» PROBLEM STATEMENT:
Please count every line of the following material that holds "road" and give the total alone.

» MATERIAL SHOWN:
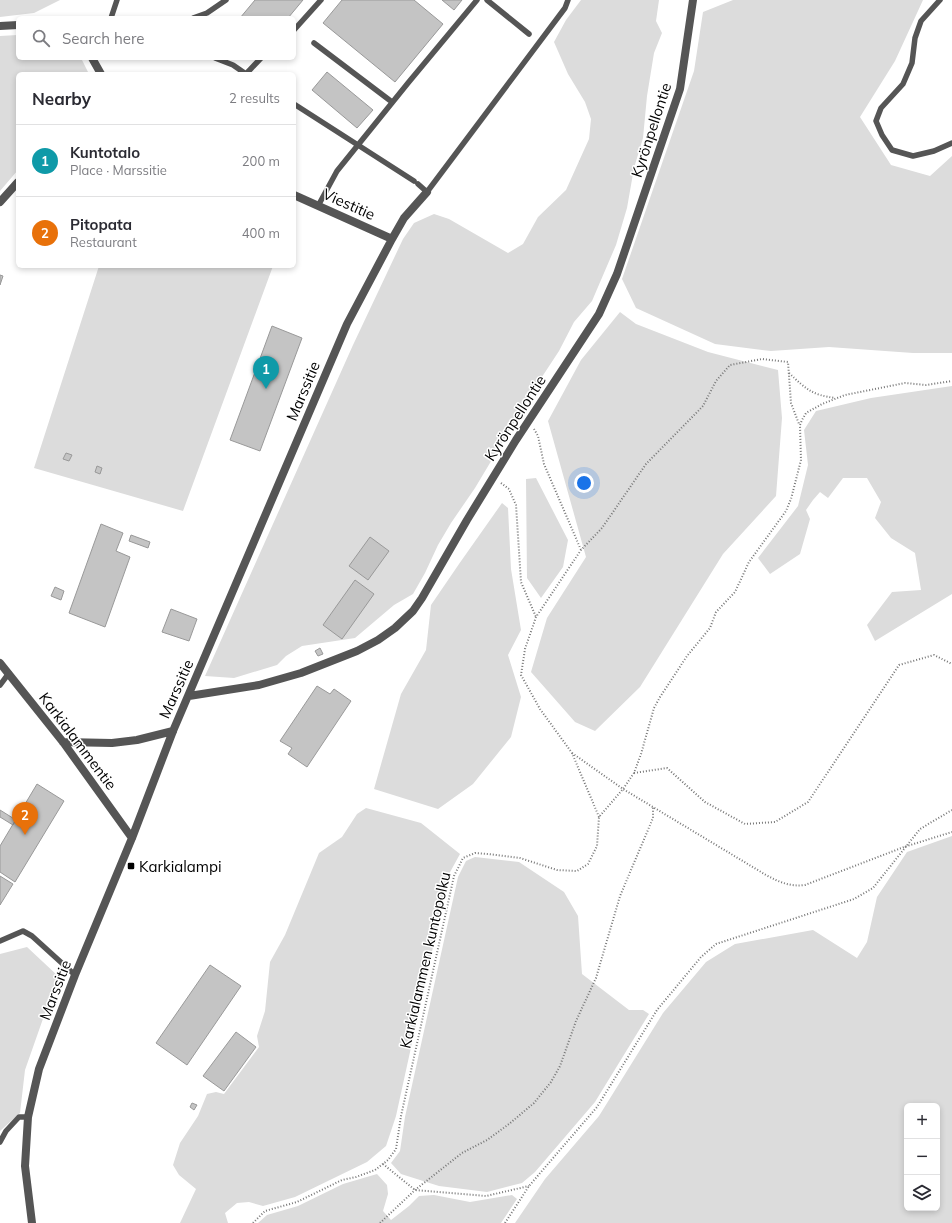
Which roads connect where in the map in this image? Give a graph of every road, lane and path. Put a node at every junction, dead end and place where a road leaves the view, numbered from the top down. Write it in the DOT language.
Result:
==
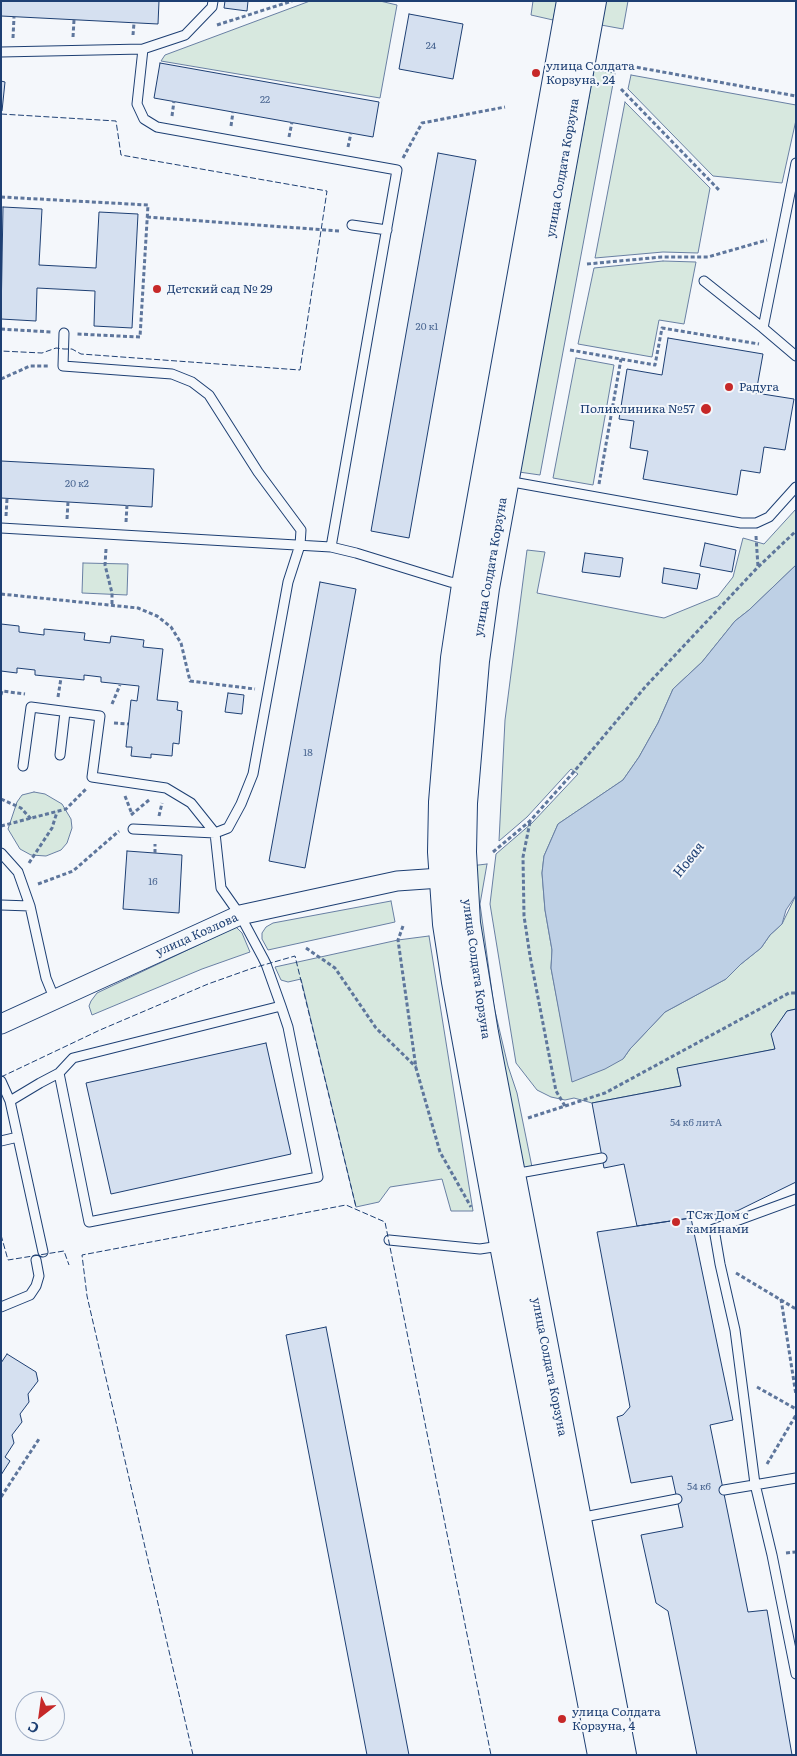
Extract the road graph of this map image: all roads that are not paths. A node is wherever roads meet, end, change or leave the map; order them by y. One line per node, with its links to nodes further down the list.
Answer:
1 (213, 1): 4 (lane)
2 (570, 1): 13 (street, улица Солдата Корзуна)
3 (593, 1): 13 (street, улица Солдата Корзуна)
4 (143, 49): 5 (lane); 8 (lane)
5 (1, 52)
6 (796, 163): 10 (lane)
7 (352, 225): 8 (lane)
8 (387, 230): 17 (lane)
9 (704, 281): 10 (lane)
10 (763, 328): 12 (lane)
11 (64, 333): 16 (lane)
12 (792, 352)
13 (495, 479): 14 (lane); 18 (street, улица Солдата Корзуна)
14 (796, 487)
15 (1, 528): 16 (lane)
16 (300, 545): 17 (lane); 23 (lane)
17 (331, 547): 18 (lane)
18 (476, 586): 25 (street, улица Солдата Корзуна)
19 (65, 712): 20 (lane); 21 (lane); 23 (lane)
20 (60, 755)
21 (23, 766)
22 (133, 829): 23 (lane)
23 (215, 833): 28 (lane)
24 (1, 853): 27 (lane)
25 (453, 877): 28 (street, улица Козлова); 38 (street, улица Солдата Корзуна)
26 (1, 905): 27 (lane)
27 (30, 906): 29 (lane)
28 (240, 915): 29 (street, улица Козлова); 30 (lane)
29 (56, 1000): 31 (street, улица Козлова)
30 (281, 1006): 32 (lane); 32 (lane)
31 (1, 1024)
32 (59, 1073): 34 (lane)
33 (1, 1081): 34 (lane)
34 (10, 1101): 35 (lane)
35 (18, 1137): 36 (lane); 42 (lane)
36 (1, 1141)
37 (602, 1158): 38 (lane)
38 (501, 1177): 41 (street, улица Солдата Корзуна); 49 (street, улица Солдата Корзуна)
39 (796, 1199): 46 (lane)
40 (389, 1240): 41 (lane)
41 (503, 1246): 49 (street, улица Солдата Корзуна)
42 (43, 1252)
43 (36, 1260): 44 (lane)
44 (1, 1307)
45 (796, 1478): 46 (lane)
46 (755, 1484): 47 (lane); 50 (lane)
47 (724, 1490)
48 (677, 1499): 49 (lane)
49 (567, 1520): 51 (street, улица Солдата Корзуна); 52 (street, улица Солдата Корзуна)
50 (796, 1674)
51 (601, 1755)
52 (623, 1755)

» WRITTEN REPLY:
2